Is there a way to create labels from a column of strings in a dataset using Python? The format of the string varies between 1 to ~10 describing words, where most of the time the category will be more than 1 word (example below).
I do not want to pre-populate the list of categories, but I would like the algorithm to create the categories based on common themes.
This is what I would like:
Input:
**RepairName**
windscreen chip repair
windscreen chip repair x2
windscreen chip repairs
x4 tyre replacement
head light globe replacement
headlight bulb replace
headlight globe replacement
headlight replacement
tyre repalcement
tyre replacement
tyre replacement lhr
Output:
**RepairName** **Category**
windscreen chip repair windscreen chip repair
windscreen chip repair x2 windscreen chip repair
windscreen chip repairs windscreen chip repair
x4 tyre replacement tyre replacement
head light globe replacement headlight replacement
headlight bulb replace headlight replacement
headlight globe replacement headlight replacement
headlight headlight replacement
headlight replacement headlight replacement
tyre repalcement tyre replacement
tyre replacement lhr tyre replacement
tyre replacement tyre replacement
This is what I have tried:
- Loads of sentiment analysis examples, but I my data is not positive or negative
I tried Counter from Collections - but this only counts the number of words in the dataset column - rather than common theme (see example below)

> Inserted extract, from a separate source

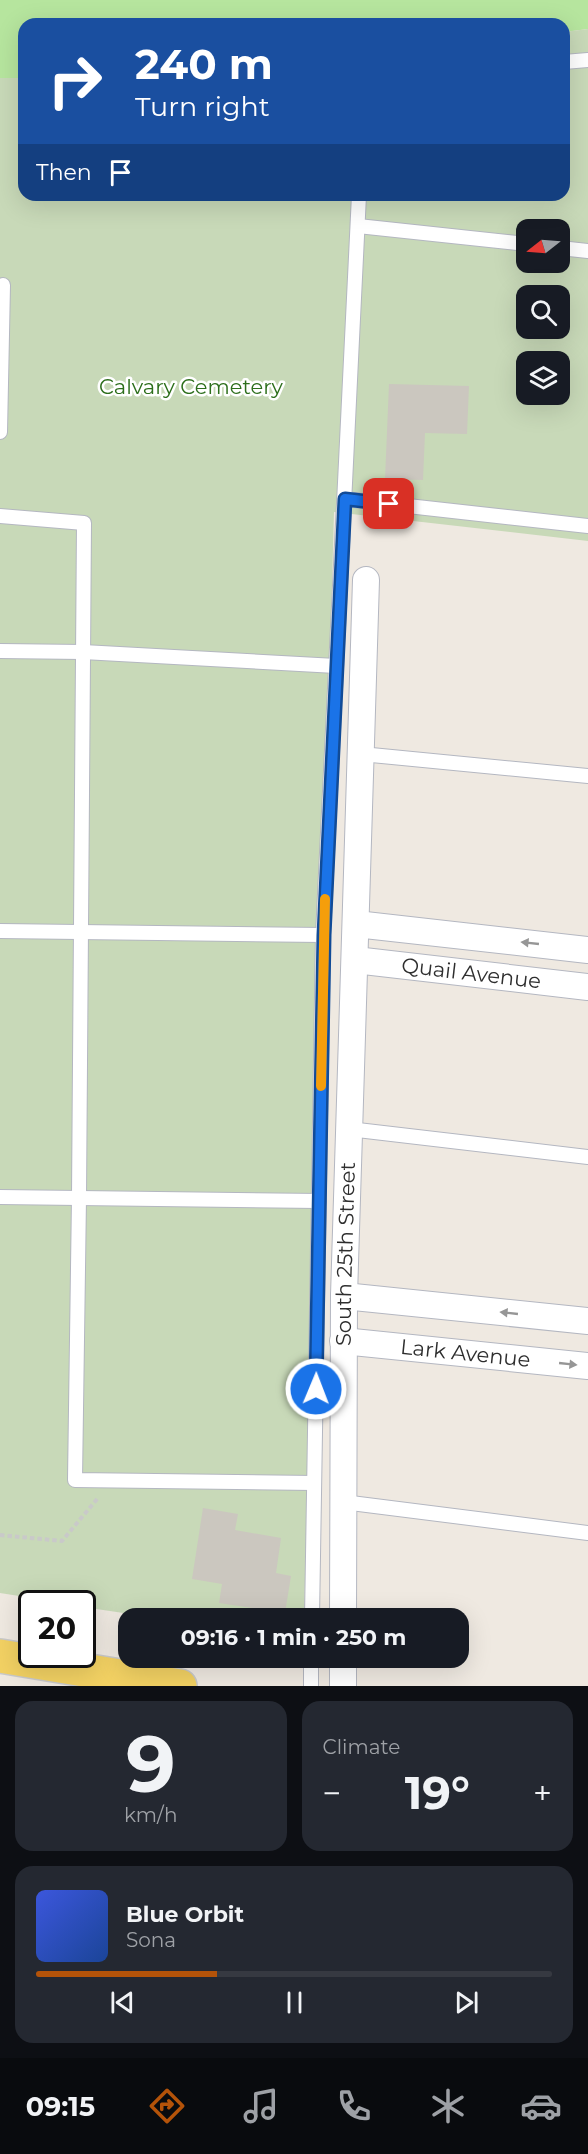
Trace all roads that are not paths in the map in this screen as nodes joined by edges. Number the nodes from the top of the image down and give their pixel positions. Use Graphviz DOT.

nltk.FreqDist but that counted 1 per observation (see second example below)
I have tried wordnet from nltk.corpus which seems to categorise 1 word strings only
First example - counter from collections
from collections import Counter
categories = Counter(" ".join(df["RepairName"]).split()).most_common(1000)
Results: counter from collections results
nltk.FreqDist example:
categories2 = df.groupby(['RepairName']).apply(lambda x: nltk.FreqDist(nltk.tokenize.word_tokenize(' '.join(x))))
nltk.FreqDist results:
wordnet example
df['C'] = df['RepairName'].apply(wordnet.synsets)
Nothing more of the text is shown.